China’s CBDC wallet utilizes AliPay’s red packets to boost adoption amid stiff competition

The People’s Bank of China (PBoC) is looking for new ways to make the digital yuan the primary means of making payments in the country.

According to the South China Morning Post, the latest trick in the PBoC’s playbook is borrowing a leaf from AliPay’s red packet feature, which bears similarities to the centuries-old Chinese tradition. Traditionally, Chinese residents send red cash-filled envelopes to family and friends with good wishes ahead of the year.

The Chinese central bank’s addition of the feature in the central bank digital currency (CBDC) mobile app will allow customers to send “red packages” electronically to their loved ones. Experts believe that the new feature will help PBoC’s attempts to encourage the CBDC app download and usage as it tries to starve off competition from other payment methods.

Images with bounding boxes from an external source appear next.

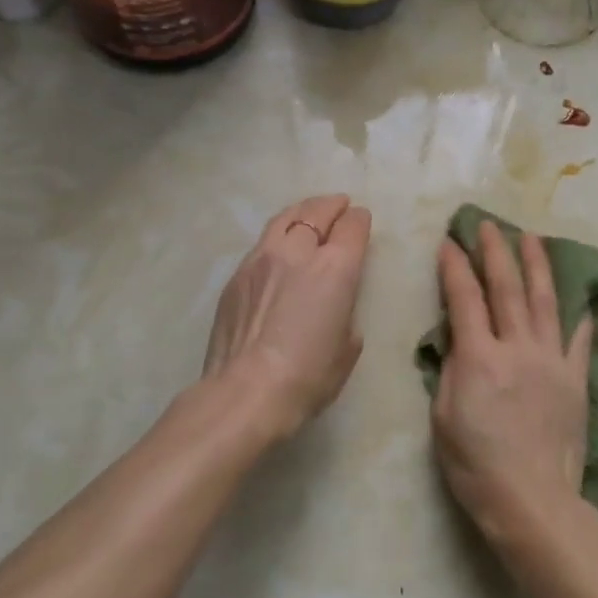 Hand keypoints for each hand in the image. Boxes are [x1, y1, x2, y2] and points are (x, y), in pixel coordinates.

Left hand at [203, 195, 372, 443]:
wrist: (246, 392)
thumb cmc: (308, 376)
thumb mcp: (348, 347)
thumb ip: (346, 312)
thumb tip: (334, 304)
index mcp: (336, 268)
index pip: (352, 226)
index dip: (360, 220)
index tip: (361, 221)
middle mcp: (298, 252)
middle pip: (317, 211)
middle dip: (332, 205)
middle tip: (340, 205)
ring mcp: (261, 259)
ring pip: (284, 219)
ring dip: (302, 212)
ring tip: (309, 213)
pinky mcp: (236, 275)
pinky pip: (262, 243)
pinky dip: (278, 237)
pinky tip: (279, 249)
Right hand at [432, 221, 593, 546]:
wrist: (532, 500)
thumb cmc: (476, 465)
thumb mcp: (444, 417)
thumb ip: (452, 369)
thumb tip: (458, 338)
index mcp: (479, 358)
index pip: (464, 298)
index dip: (455, 267)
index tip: (449, 241)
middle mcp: (518, 348)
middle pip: (507, 288)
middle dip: (496, 251)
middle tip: (489, 224)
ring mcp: (552, 361)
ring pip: (544, 301)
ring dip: (537, 265)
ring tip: (531, 237)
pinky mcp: (576, 379)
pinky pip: (578, 339)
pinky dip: (577, 315)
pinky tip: (579, 297)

Users of the digital yuan can send red packets to a person of their choice or set up a draw to allow a random individual from the pool to receive the funds. Customization features have also been added to the red packet, allowing users to choose the kind of wishes they want to be displayed, including birthday and happy new year wishes.

Since the launch of the app nearly 12 months ago, the use of the app appears to have plateaued after the initial excitement. Digital yuan transaction volumes exceeded the $14 billion mark in October, a 14% increase from the 12 billion it achieved by the end of 2021.

So far, 261 million users have downloaded the digital yuan mobile app, which pales in comparison to the over 1 billion users of AliPay. Despite expanding the CBDC trial to new regions, experts believe that the PBoC faces an uphill climb in the quest to wrest a sizable market share from WeChat and AliPay.

Not losing hope

Despite the paltry figures surrounding the digital yuan, the PBoC remains confident that the CBDC will replace notes and coins. The central bank has confirmed that it is exploring the possibility of using the CBDC for cross-border transactions following a successful pilot with the Bank for International Settlements (BIS).

Furthermore, the PBoC is optimistic that a full-scale launch of the CBDC could trigger another wave of interest with foreigners given access to the digital yuan. However, attempts to introduce the digital yuan wallet to the United States are facing strict Congressional opposition, with critics saying that it is a tool used by the Chinese government to spy on citizens.